Ring et al. (2017) Vignette 2: Evaluating HTTK models for subpopulations

Caroline Ring

2020-07-19

Once you have generated virtual population data for each subpopulation, you probably want to do something with that data – like run an HTTK model over each population. This vignette describes how to do that.

Before running the code in this vignette, you need to generate the virtual subpopulations by running the code in the Generating subpopulations vignette.

To use the code in this vignette, you’ll first need to load a few packages (if you haven’t already).

library(httk)
library(data.table)
library(EnvStats)
#> 
#> Attaching package: 'EnvStats'
#> The following objects are masked from 'package:stats':
#> 
#>     predict, predict.lm
#> The following object is masked from 'package:base':
#> 
#>     print.default

Running the HTTK models

The HTTK models are all general (chemical-independent) models, which means that in order to run them, you need to specify a chemical for which they can be parameterized. Let’s loop over all the chemicals in the HTTK data set. First, get a list of all of their CAS numbers.

chemlist <- httk::get_cheminfo(info='CAS')

Things to do for each chemical

Next, we set up a function to be applied for each chemical. For each chemical, we need to draw Monte Carlo samples for funbound.plasma and for Clint, because those values are chemical-specific. Then we need to convert the physiological parameters generated by httkpop, along with the Funbound.plasma and Clint values, into the parameters for a specified HTTK model. Finally, we need to actually run the HTTK model for the specified chemical, and compute Css (the steady-state plasma concentration). Here, we’re using a fixed dose of 1 mg/kg/day; these Css values will be used to compute oral equivalent doses later on.
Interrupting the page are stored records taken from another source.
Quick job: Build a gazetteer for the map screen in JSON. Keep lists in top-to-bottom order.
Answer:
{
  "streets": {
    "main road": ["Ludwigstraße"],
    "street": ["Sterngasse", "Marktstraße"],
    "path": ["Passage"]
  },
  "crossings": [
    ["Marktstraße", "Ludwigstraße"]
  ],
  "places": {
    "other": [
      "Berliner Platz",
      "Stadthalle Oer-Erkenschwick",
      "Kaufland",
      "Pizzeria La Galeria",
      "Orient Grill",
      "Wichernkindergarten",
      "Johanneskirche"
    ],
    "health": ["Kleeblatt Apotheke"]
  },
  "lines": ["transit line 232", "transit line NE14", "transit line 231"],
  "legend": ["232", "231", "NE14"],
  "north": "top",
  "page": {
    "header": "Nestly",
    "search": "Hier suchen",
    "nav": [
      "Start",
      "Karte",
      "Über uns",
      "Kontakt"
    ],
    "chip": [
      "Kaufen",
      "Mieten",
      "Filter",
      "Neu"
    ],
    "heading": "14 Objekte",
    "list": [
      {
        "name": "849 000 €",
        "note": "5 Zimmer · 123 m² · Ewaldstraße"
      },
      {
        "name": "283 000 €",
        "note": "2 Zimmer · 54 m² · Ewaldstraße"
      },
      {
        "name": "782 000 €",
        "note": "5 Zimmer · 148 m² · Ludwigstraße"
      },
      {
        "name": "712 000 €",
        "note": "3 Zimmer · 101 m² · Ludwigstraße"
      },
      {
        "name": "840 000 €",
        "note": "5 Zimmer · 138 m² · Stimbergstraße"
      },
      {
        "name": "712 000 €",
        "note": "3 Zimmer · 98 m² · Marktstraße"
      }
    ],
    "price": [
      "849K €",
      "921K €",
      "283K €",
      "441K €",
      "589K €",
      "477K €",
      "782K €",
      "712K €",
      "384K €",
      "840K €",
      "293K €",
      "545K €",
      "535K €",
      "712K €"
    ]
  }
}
Rather than storing all 1000 Css values for each chemical, we compute several percentiles of the Css distribution for each chemical and store those instead. We also use a non-parametric method (implemented in EnvStats::eqnpar) to estimate the confidence intervals around each percentile of the Css distribution.

This function returns one row of a data.table: the Css percentiles, their lower and upper confidence limits, and the CAS number. When this function is applied repeatedly over many chemicals, the rows can be bound together to form one big data.table over all the chemicals.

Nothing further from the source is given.